- +340%
- Phone calls and messages answered/month
- 22
- Front-of-house hours saved per location/week
- 11 days
- Time-to-deploy first workflow
- +28%
- Weekend bookings (after 60 days)
Anonymized representative case based on patterns we see in this segment. Not tied to a specific client.
Background
The operator runs five bakery-café locations in two Iberian cities, with combined daily covers in the low four figures and a takeout business that grew faster than the front-of-house could absorb. The group was traditional in its tooling — a calendar shared across locations, a phone tree that rolled to whichever location had a free host, and a WhatsApp number that one manager monitored personally.
The team had tried two chatbot vendors in the previous three years. Both were retired within six months. Customers detected the script inside two messages and switched back to calling.
Challenge
Three problems compounded during service hours:
- Calls went unanswered. Internal audits showed roughly half of inbound calls during peak (Friday 19:00-22:00, Saturday lunch, Sunday brunch) rolled to voicemail or were dropped.

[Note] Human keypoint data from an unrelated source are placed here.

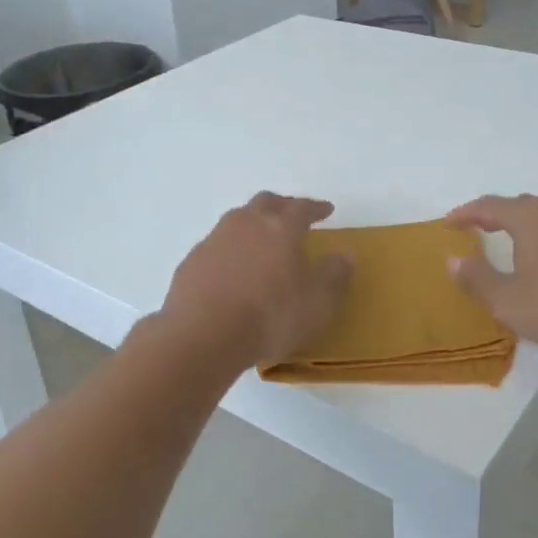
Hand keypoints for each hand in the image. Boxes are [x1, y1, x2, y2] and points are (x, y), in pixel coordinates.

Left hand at [161, 193, 350, 366]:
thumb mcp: (316, 303)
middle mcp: (246, 224)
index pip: (302, 208)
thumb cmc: (269, 317)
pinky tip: (232, 269)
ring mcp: (214, 239)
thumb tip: (345, 255)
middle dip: (282, 205)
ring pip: (237, 219)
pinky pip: (216, 245)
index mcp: (281, 228)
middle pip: (266, 202)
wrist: (203, 335)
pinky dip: (230, 249)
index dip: (316, 208)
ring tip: (261, 240)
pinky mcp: (192, 261)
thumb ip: (334, 275)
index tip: (326, 210)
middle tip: (292, 215)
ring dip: (253, 224)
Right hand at [444, 194, 537, 355]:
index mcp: (531, 217)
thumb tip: (454, 259)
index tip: (447, 223)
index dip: (465, 213)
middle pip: (518, 205)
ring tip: (508, 243)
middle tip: (474, 229)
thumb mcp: (508, 300)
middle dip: (494, 216)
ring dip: (522, 225)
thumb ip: (477, 278)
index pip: (489, 206)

- The WhatsApp number was a bottleneck. One manager handled it, which meant nights and weekends were silent.
- Takeout intake was manual. Orders came by phone, were written on paper, retyped into the POS by a host, and routinely produced errors at the kitchen pass.
The group's COO had a clear constraint: the kitchen could not change, the wage bill could not grow, and the rollout could not require a multi-month integration project.
What Nordix BIOS did
Deployment was staged across two weeks.
Days 1-4: BIOS was connected to the group's existing reservation calendar (read-write) and POS (read-only, then read-write after a week of monitored use). A policy layer was configured: deposits required for parties of 6+, allergen handling that refuses bookings the kitchen cannot safely serve, escalation to a human for any complaint or refund request.
Days 5-8: Shadow week. The agent drafted replies on the WhatsApp number; a manager approved every send. The team collected the 10% of edge cases that mattered — a regular customer with a custom standing order, a press inquiry, a local school asking about field trips.
Days 9-11: Go-live at one location, WhatsApp first. Voice was added at day 14 once WhatsApp metrics held.
By day 21 all five locations were live on WhatsApp and voice. Takeout intake (a separate workflow) shipped at day 38. Supplier coordination shipped at day 55.
Outcomes
After 60 days of full production:
- Phone calls and messages answered/month: +340%. The agent handled everything inside business hours and most of what came in outside them. The "phone goes to voicemail" problem effectively disappeared.
- 22 front-of-house hours per location per week reclaimed. Hosts spent that time on the floor, not on the phone. The COO did not cut staff; the existing team handled measurably more covers per shift.
- Time-to-deploy first workflow: 11 days. The group's CTO described the integration as "the first IT project in this company that finished on the day it was supposed to."
- Weekend bookings: +28%. Most of the gain came from late-night and Sunday-morning bookings that no human had been available to take.
A secondary effect: the no-show rate dropped from a previous baseline of ~14% to ~6%, attributed to deposits on large parties (enforced by the agent) and automated reminders 24 hours before service.
Lessons
Three patterns from this deployment apply broadly:
- Pick one workflow, ship it clean. The group's previous chatbot attempts failed because they tried to do everything. BIOS started with reservations only and expanded after that one was boring.
- Hard policy beats clever language. The biggest source of agent errors during the shadow week was edge cases the kitchen could not handle (allergens, large parties at peak). The fix was not better prompts; it was hard refusal rules.
- Voice matters more than expected. WhatsApp got the headlines, but voice — handled by the same agent on the same policies — was where the older customer base reached the business. Skipping voice would have left a meaningful slice of revenue on the table.